Sunday, 4 December 2011

The Great Movie Speech - Part 1

I love a good speech, now I'm not talking about a drunken family member stumbling their way through a wedding speech, or in fact a lecture - like those horrifically boring Christmas lectures channel 4 love to put on. I'm talking about a speech that can leave it's audience spellbound, can inspire a failing team to produce greatness or reduce its recipient to tears. Films have produced some incredible moments of individuals delivering a monologue that leaves you wishing it was you in that moment giving this awe-inspiring speech.

Here at The Armchair Director let me take a moment to pay homage to some of my favourite movie speeches. There are hundreds and I couldn't possible mention them all - although I happily would I just figure that would probably take me about a month to write and let's face it, that's too obsessive!

Where to start?!

As a huge sports fan it's only fitting I begin with the sports movie. Cinema is full of magnificent speeches in sports films, if anything its a cliche of the genre - The usual scene, a team at half time, losing, in disarray, fans on their backs, no way back in sight. Up steps their manager, a fallen hero or a usually quiet team member to deliver a rousing speech that causes a team to unite and produce 'the miracle comeback' - This first speech is truly inspiring, it has been used by coaches all over the world before big games, it's that good. The film in question is Any Given Sunday - Oliver Stone's hard-hitting look at running a Pro Football team, for me this is a massively underrated film and one many don't rate as it's about a sport they don't get (an excuse I have heard from some of my friends, I say friends I mean former friends because with excuses like that they are clearly pointless).

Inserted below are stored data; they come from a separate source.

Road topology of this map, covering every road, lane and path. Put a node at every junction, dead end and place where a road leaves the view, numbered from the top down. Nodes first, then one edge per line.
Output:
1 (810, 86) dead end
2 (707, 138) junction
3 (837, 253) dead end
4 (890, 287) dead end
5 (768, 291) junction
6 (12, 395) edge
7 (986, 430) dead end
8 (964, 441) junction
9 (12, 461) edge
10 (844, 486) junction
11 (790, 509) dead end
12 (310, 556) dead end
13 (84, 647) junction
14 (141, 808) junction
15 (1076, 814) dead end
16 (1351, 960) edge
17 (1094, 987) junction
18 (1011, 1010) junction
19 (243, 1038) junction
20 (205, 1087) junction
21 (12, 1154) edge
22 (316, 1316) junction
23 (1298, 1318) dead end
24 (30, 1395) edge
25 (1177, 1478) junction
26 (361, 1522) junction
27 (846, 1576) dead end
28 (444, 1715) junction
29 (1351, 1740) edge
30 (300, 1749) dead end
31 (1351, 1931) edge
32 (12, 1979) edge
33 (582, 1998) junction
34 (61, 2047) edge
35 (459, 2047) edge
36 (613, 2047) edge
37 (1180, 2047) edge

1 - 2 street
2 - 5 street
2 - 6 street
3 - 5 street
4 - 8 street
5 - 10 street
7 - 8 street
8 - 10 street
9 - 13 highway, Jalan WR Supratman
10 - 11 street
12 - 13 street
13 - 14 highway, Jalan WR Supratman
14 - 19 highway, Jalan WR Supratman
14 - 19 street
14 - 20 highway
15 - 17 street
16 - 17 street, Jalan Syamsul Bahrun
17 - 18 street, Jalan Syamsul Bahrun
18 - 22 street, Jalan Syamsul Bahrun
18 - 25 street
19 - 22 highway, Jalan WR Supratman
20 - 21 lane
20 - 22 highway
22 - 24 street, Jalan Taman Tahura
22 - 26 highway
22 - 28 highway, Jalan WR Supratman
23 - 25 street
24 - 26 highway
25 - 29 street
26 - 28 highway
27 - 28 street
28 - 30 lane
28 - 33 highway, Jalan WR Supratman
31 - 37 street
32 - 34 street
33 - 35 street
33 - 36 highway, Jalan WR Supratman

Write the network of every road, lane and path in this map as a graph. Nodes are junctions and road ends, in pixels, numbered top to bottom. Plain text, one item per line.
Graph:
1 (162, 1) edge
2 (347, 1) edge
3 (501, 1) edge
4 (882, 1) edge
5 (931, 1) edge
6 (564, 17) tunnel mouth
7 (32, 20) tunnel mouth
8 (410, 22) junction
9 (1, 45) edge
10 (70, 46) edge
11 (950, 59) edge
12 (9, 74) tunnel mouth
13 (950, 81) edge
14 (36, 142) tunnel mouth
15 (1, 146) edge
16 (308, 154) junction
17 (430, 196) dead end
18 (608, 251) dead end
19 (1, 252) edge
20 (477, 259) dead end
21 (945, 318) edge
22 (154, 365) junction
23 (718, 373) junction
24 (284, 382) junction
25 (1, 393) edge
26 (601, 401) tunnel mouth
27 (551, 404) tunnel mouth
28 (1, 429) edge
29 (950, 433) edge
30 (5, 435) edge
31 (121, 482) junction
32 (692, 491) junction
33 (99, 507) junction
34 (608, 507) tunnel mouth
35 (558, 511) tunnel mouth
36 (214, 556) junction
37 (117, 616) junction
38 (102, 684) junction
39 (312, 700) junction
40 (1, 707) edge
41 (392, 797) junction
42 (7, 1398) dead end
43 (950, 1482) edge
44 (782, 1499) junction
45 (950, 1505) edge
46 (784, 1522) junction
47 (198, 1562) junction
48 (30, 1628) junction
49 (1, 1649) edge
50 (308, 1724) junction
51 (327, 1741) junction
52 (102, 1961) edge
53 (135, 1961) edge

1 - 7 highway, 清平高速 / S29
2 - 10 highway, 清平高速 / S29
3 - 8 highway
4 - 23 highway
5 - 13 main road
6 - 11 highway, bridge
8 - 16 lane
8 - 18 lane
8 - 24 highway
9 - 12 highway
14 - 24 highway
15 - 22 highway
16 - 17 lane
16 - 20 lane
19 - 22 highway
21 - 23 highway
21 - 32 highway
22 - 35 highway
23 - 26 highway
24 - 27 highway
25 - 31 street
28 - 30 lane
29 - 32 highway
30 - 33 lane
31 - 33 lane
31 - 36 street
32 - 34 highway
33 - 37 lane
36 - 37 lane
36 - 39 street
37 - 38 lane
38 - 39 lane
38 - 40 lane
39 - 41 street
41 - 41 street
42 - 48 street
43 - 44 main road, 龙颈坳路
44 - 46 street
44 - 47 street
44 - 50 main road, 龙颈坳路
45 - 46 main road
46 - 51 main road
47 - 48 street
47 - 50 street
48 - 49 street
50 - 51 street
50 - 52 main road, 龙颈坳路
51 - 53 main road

Al Pacino is coach Tony D'Amato and the perfect man to deliver a speech that will inspire a team 'on the brink' to turn their fate around. I defy anyone to watch the scene where he delivers his 'inch by inch' speech and by the end not have a shiver down their spine. If you do not like American Football, or sport, I don't care - watch this scene. It is the most powerful speech delivered in the history of sports films and will leave your fist clenched with you punching the air screaming COME ON.

While my second choice is also a sports film it is not the big speech in the locker room I have chosen - although Samuel L Jackson's 'I came to teach boys and you became men' speech is fantastic. For most of the film Coach Ken Carter asks the question 'What is your deepest fear Mr Cruz' to the troubled and temperamental student Timo Cruz, and for the most the question is met with utter confusion. As an audience we have no idea what it is that Carter is trying to get out of the arrogant player and as you witness Cruz on the brink of making one more bad decision and ending like his brother, shot dead in the street he turns to his coach for help.

The scene that makes this film for me is after Ken Carter has been forced to end the lock-out he enforced for his players failing in their classes (I won't go in to the full details, needless to say this film is a brilliant coming of age story and even more compelling as it's a true story) so as he walks into the basketball court he is greeted by his team sitting at desks taking exams. A true show of unity from a team for their coach, what happens next is Timo Cruz stands and delivers 'Our Deepest Fear' (often believed to be from Nelson Mandela at his inaugural speech as President of South Africa in 1994, in fact it's not and was never a Mandela speech its by American writer Marianne Williamson - knowledge. Dropped, right there!) it's a fabulous monologue and epitomises everything that Ken Carter is trying to get his team to believe in not to mention it is spoken from the heart and a brilliant piece of acting.

Let's move away from the sports genre now and let me 'doff my cap' to Mr Robin Williams for a moment. This guy can captivate an audience, yes he is insane and spends most of his time being a crazy, funny, high octane maniac but every so often he plays a role that is truly inspiring. I could quote every line of his in Dead Poets Society as being examples of great speeches; his 'carpe diem' and 'we don't read and write poetry because it's cute' to name two. The of his scene I have chosen is one I have mentioned before and for me my favourite speech ever.

Good Will Hunting is one of my favourite films, following Sean's first meeting with Will and after having Will, in Sean's words 'rip my fucking life apart' their next meeting takes place on a bench by a lake. A simple enough setting, what happens next is, for me, Robin Williams' finest moment. I wish I could deliver a speech like this, it is utterly compelling, said from the heart and done in the calmest manner - which for me adds to the power of it and leaves Will sat speechless. Magnificent acting, great writing and a sublime scene.

Now I am aware I have been talking for quite a while here about my love of great speeches. I have decided to carry this over to another time. So consider this part one, half time if you will. Time for us to take a break, have someone perhaps give us a rousing speech to get us ready for the second half of my homage to the inspiring world of movie speeches.